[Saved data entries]
....
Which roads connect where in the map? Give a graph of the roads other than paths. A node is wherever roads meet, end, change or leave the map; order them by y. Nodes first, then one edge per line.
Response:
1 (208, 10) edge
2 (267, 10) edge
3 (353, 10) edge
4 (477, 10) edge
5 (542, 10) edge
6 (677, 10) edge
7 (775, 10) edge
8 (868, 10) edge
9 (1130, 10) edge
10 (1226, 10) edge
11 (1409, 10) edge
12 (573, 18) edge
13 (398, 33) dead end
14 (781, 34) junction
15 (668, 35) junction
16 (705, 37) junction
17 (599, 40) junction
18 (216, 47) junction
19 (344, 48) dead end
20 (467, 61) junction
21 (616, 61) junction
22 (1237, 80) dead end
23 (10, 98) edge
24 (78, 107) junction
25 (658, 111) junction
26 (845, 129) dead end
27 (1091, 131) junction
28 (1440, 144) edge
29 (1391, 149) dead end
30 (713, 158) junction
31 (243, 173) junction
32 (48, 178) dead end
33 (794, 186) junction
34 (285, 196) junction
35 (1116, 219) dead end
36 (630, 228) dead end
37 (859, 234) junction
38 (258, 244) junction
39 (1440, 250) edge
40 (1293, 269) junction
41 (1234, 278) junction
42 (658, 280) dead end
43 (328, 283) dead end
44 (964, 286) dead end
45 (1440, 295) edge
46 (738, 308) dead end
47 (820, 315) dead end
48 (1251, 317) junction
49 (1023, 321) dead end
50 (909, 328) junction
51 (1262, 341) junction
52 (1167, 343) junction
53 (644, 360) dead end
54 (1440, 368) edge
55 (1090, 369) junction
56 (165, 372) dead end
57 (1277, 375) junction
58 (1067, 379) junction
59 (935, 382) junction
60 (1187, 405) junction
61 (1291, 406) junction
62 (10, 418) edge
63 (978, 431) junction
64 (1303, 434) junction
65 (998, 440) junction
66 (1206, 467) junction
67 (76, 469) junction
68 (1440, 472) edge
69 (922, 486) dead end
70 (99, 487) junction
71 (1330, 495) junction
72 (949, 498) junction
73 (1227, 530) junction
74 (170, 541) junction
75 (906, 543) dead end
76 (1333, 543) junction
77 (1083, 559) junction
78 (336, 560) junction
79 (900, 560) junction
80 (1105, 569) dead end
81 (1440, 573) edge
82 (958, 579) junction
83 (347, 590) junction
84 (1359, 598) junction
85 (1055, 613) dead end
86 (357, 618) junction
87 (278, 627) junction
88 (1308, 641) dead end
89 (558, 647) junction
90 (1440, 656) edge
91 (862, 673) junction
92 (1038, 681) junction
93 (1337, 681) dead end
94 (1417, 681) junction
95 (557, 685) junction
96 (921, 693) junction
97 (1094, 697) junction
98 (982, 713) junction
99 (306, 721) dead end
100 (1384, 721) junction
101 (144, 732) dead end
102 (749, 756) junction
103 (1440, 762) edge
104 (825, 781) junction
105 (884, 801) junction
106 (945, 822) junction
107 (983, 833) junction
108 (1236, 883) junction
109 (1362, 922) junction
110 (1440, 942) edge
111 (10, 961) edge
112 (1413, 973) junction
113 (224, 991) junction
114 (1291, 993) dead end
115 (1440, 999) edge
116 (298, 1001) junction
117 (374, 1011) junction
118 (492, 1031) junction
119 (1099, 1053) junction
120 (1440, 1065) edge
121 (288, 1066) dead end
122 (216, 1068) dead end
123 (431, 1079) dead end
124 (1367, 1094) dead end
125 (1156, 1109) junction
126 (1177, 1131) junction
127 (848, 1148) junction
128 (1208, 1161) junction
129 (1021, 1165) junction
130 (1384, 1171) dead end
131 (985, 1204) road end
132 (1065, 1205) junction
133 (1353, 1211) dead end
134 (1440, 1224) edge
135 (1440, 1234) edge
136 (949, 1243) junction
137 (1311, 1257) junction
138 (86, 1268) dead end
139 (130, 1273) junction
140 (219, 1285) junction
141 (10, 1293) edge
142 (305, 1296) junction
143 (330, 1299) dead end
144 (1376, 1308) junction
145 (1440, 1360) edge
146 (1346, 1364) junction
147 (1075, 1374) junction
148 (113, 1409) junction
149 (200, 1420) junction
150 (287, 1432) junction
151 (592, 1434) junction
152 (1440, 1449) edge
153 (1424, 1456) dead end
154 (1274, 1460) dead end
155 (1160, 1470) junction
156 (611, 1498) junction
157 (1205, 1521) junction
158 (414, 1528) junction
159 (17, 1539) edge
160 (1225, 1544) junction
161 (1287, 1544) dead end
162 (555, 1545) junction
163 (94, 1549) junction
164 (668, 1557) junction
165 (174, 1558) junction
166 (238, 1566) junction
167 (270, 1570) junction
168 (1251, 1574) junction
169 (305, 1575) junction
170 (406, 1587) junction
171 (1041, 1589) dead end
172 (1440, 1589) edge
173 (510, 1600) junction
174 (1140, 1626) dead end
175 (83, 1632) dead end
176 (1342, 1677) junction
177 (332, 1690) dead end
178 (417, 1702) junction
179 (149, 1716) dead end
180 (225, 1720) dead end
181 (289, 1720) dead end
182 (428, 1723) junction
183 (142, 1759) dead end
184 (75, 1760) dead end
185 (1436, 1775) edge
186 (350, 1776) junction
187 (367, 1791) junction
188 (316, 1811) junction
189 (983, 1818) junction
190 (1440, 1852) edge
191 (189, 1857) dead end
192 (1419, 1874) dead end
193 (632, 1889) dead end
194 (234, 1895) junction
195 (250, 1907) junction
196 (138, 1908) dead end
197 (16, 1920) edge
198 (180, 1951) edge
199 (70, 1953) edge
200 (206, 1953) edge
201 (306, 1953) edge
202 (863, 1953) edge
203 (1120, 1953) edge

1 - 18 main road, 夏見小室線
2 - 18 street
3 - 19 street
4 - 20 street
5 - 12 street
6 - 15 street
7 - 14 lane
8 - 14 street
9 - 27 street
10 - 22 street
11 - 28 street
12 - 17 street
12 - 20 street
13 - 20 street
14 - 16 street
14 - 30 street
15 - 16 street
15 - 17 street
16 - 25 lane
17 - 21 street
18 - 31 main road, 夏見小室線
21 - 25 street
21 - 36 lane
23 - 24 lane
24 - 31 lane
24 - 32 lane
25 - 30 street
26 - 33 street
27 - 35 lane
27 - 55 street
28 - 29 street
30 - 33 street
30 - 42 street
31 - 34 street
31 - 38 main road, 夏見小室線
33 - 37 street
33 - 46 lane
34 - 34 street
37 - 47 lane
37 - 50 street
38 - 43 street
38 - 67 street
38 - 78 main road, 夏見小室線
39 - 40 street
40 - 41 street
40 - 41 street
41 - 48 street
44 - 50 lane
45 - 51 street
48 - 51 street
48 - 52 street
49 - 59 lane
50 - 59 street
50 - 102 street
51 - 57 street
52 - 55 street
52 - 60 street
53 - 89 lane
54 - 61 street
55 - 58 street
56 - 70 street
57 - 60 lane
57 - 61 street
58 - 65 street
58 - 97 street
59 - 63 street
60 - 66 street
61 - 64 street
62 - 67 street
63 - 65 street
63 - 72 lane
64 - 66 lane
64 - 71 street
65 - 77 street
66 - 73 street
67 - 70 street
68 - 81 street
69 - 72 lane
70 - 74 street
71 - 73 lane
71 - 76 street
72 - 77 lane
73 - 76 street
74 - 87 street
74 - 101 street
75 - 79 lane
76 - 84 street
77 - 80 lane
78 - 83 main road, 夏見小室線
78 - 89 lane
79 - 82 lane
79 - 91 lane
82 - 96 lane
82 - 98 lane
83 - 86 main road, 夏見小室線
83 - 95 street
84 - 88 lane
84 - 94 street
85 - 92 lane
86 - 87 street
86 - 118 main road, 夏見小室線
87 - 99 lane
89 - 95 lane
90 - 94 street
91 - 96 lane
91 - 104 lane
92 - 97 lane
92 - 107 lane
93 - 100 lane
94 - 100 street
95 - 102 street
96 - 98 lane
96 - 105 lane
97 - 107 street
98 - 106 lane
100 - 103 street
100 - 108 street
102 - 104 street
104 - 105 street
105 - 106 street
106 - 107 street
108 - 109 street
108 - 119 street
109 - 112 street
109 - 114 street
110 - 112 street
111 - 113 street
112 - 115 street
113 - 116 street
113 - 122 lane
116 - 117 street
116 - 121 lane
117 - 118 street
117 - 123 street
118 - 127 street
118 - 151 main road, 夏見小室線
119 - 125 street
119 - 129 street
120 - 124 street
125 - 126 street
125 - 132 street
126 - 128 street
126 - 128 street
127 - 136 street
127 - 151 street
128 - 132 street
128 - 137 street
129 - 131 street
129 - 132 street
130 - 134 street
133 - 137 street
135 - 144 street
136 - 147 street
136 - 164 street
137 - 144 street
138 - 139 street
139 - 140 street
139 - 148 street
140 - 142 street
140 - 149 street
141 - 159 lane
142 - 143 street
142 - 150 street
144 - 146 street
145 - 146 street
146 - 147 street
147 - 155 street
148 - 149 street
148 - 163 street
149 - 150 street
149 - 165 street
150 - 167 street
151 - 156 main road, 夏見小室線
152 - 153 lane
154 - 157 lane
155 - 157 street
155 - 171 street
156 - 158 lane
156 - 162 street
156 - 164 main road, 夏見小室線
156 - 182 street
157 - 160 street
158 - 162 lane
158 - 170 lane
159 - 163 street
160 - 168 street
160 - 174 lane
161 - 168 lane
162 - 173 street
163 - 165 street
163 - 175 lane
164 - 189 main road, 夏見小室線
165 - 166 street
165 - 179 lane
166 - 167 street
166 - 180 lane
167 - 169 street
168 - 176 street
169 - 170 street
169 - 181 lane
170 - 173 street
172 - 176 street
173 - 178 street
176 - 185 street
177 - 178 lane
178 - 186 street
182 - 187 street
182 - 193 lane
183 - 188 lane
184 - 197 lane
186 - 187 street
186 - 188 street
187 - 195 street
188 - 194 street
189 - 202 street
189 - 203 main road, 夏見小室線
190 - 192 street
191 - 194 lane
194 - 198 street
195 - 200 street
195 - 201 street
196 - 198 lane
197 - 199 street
....
→ **What you should do**
Where a line of the records holds the word "夏見小室線", copy that line.

→ **Reply**
1 - 18 main road, 夏見小室線
18 - 31 main road, 夏見小室線
31 - 38 main road, 夏見小室線
38 - 78 main road, 夏見小室線
78 - 83 main road, 夏見小室線
83 - 86 main road, 夏見小室線
86 - 118 main road, 夏見小室線
118 - 151 main road, 夏見小室線
151 - 156 main road, 夏見小室線
156 - 164 main road, 夏見小室線
164 - 189 main road, 夏見小室線
189 - 203 main road, 夏見小室線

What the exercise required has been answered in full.